What constitutes a “danger” is not clearly defined, but can include obvious cases of abuse, where the child is covered in bruises, and harder-to-detect cases, where immigration agents believe a child is in peril.
In the seven months after Trump and Sabraw issued their orders, Homeland Security separated at least 218 children from their parents in part by using the danger exception, according to the Department of Health and Human Services, which takes custody of the children once the family is separated.
Immigration attorneys and family law experts say the process being used to separate children, most commonly carried out by CBP agents, has been shrouded in mystery, provides no due process for the parents and is vulnerable to abuse or mistakes.

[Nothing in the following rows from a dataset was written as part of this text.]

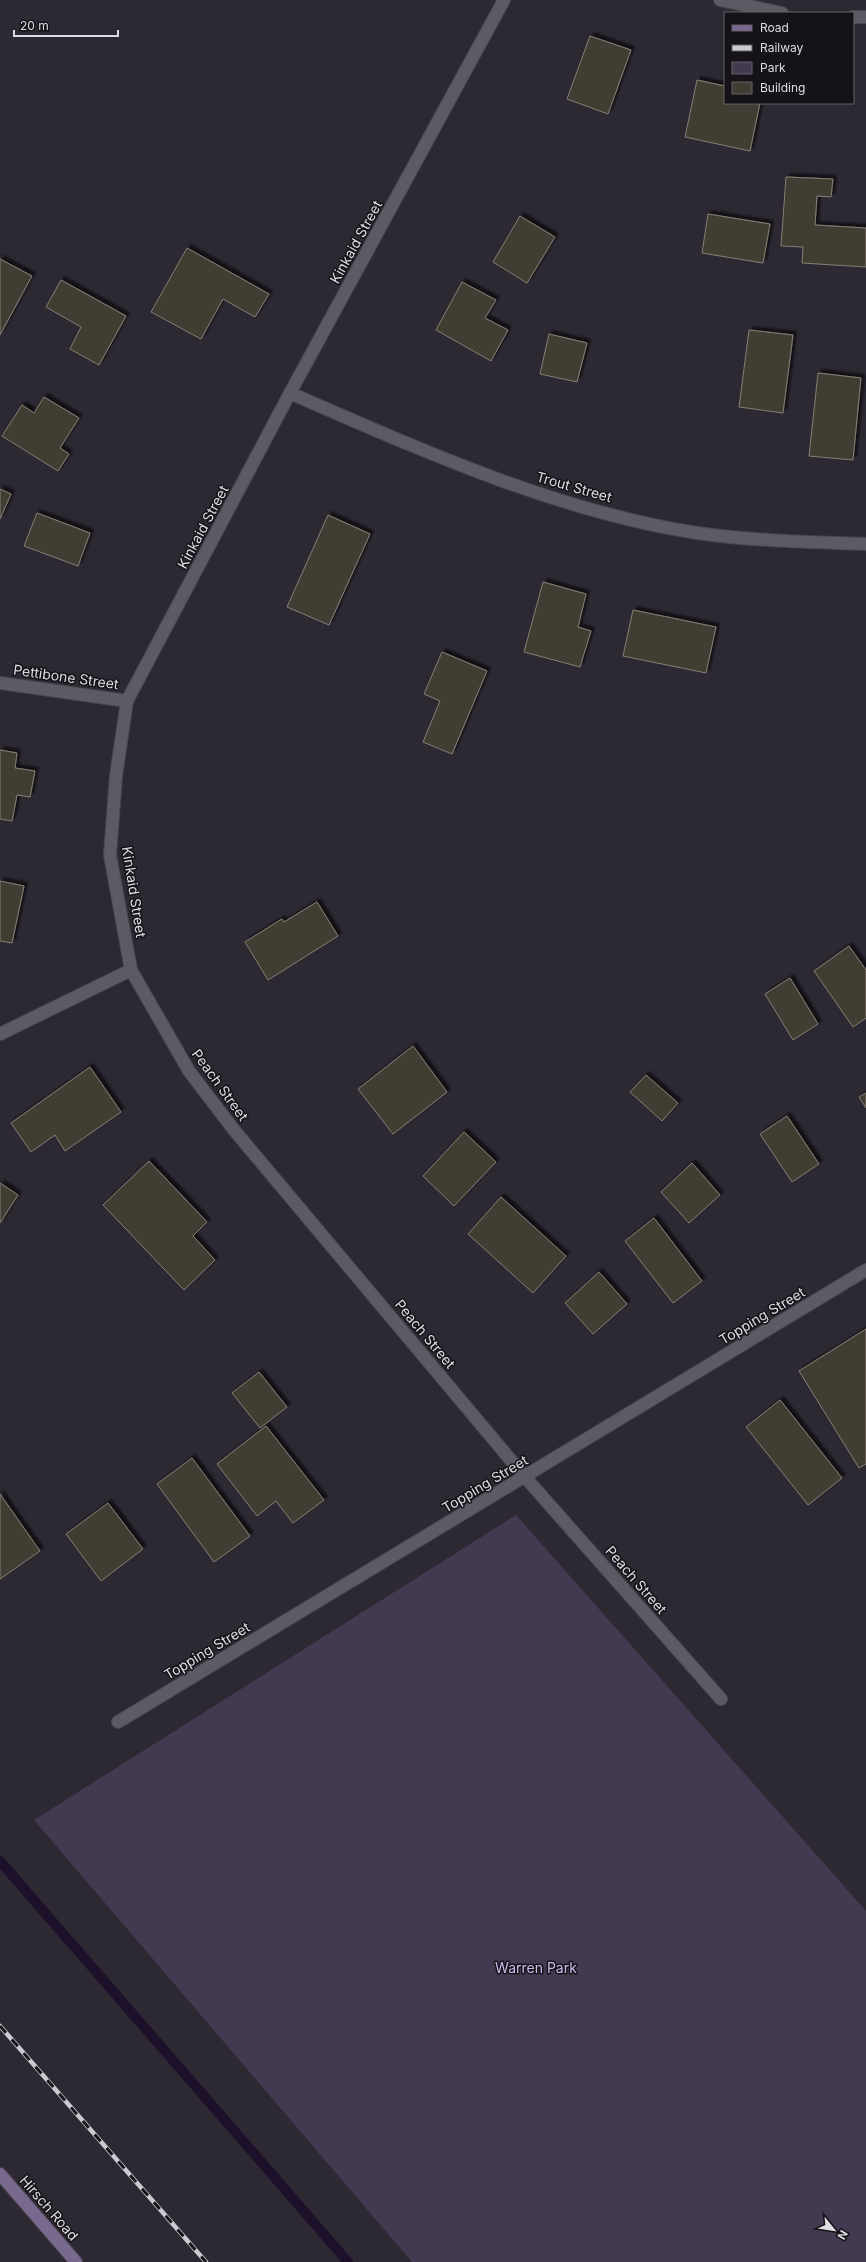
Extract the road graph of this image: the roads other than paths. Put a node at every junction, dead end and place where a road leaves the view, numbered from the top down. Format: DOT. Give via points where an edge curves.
graph roads {
  1 [pos="504,0"];
  2 [pos="720,0"];
  3 [pos="777,12"];
  4 [pos="854,17"];
  5 [pos="866,17"];
  6 [pos="290,394"];
  7 [pos="866,544"];
  8 [pos="0,683"];
  9 [pos="127,701"];
  10 [pos="131,970"];
  11 [pos="0,1034"];
  12 [pos="866,1270"];
  13 [pos="525,1477"];
  14 [pos="721,1699"];
  15 [pos="118,1722"];
  16 [pos="0,2174"];
  17 [pos="76,2262"];
  1 -- 6 [label="street, Kinkaid Street"];
  2 -- 3 [label="street"];
  4 -- 5 [label="street"];
  6 -- 7 [label="street, Trout Street" via="435,456 529,490 615,515 697,533 789,541"];
  6 -- 9 [label="street, Kinkaid Street"];
  8 -- 9 [label="street, Pettibone Street"];
  9 -- 10 [label="street, Kinkaid Street" via="116,776 110,855"];
  10 -- 11 [label="street"];
  10 -- 13 [label="street, Peach Street" via="188,1071 234,1130"];
  12 -- 13 [label="street, Topping Street"];
  13 -- 14 [label="street, Peach Street"];
  13 -- 15 [label="street, Topping Street"];
  16 -- 17 [label="main road, Hirsch Road"];
}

…ACLU attorney Lee Gelernt said the most recent separation cases have shown that the government may be abusing that exception and plans to tell the judge this during Thursday’s hearing.
…Gil Kerlikowske, who headed CBP in the Obama administration, said in an interview that migrants are being screened at one of the most stressful moments of their lives, having just completed an exhausting journey across Mexico where they are frequently victims of robberies, kidnappings and sexual assaults.

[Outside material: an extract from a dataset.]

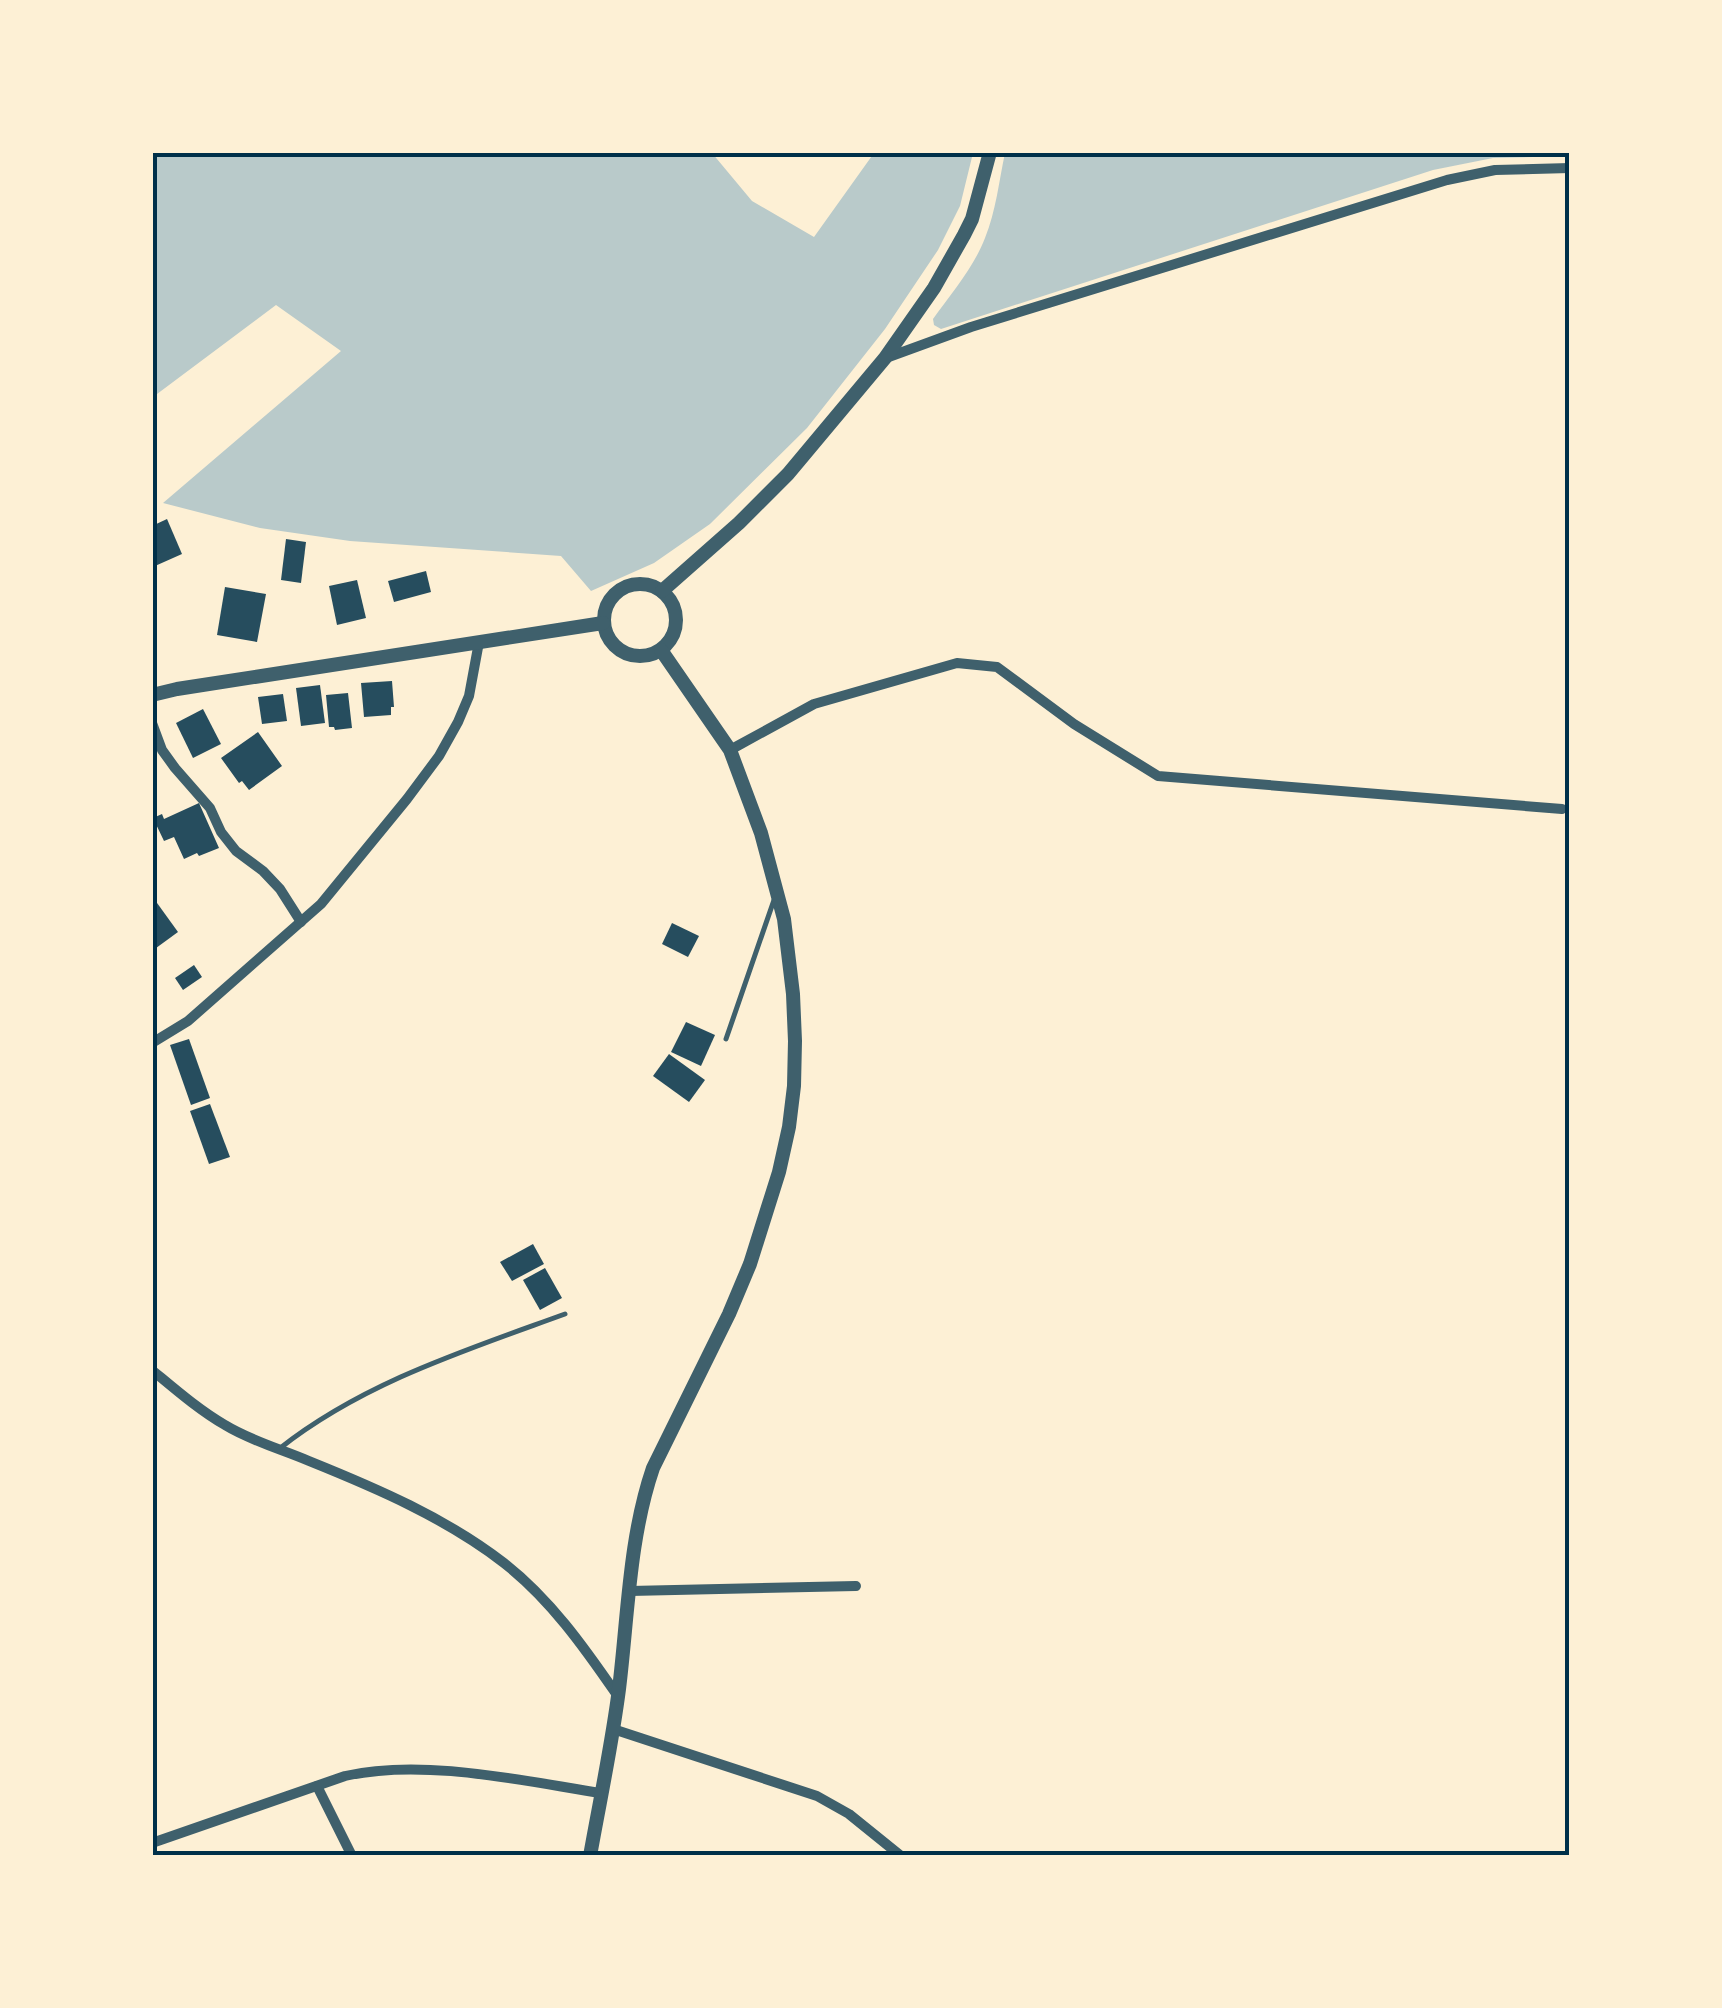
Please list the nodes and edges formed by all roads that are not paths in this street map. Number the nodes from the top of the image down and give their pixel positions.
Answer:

Kerlikowske said CBP agents are operating without information that is available in normal child abuse investigations, including a list of official visits to the home, and interviews with neighbors and relatives.

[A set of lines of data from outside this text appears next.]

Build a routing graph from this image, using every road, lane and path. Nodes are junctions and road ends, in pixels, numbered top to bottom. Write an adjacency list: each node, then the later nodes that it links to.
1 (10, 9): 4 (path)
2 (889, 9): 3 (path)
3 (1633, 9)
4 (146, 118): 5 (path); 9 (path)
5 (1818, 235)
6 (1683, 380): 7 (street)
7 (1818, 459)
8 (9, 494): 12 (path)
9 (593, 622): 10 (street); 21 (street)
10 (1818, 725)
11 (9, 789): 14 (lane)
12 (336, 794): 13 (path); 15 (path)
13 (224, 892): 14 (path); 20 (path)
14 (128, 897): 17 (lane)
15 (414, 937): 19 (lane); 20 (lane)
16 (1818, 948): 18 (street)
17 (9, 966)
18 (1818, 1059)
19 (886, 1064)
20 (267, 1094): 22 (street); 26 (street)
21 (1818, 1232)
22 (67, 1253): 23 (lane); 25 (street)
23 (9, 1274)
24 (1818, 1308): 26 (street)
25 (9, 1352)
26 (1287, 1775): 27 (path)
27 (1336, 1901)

An Associated Press reports on the Texas Civil Right Project’s new report – excerpted below, and available online here.
Months after the Trump administration announced an end to its widescale separation of migrant parents and children, the policy remains a heated issue in the courts and at the border as critics contend the government is still needlessly breaking up immigrant families.
The Texas Civil Rights Project released a report Thursday that counts 272 separations at a single Texas courthouse since June, when President Donald Trump issued an executive order ending widespread separations amid public outrage.
The bulk of those cases involve children who cross the U.S.-Mexico border with relatives other than their parents, such as grandparents, uncles and aunts, or adult siblings.
…The government and the American Civil Liberties Union were due back in court Thursday to discuss what might be thousands of children who were separated before a June court order requiring the speedy re-unification of families.
…“What’s happening is the government is doing separations unilaterally without any process to contest the separations and without a child welfare expert overseeing the separations,” ACLU lawyer Lee Gelernt said.
…U.S. immigration authorities say that under anti-trafficking law, children crossing the border without a parent or legal guardian must be processed as “unaccompanied,” even if they are with an adult who isn’t their parent or legal guardian.
…“If you don’t come with a parent, but you come with an aunt, an uncle, a cousin, or a brother, you are defined as unaccompanied,” said Shalala, a former health and human services secretary. “We need to get these children to family members much more quickly.”
The government said in December it had separated 81 migrant children at the border since the June executive order. According to the government data, 197 adults and 139 minors were separated from April 19 through Sept. 30 because they were found to not be related, though that could include grandparents or other relatives if there was no proof of relationship.
The Health and Human Services Department’s inspector general said last month that 118 children were separated from their parents from July 1 through Nov. 7.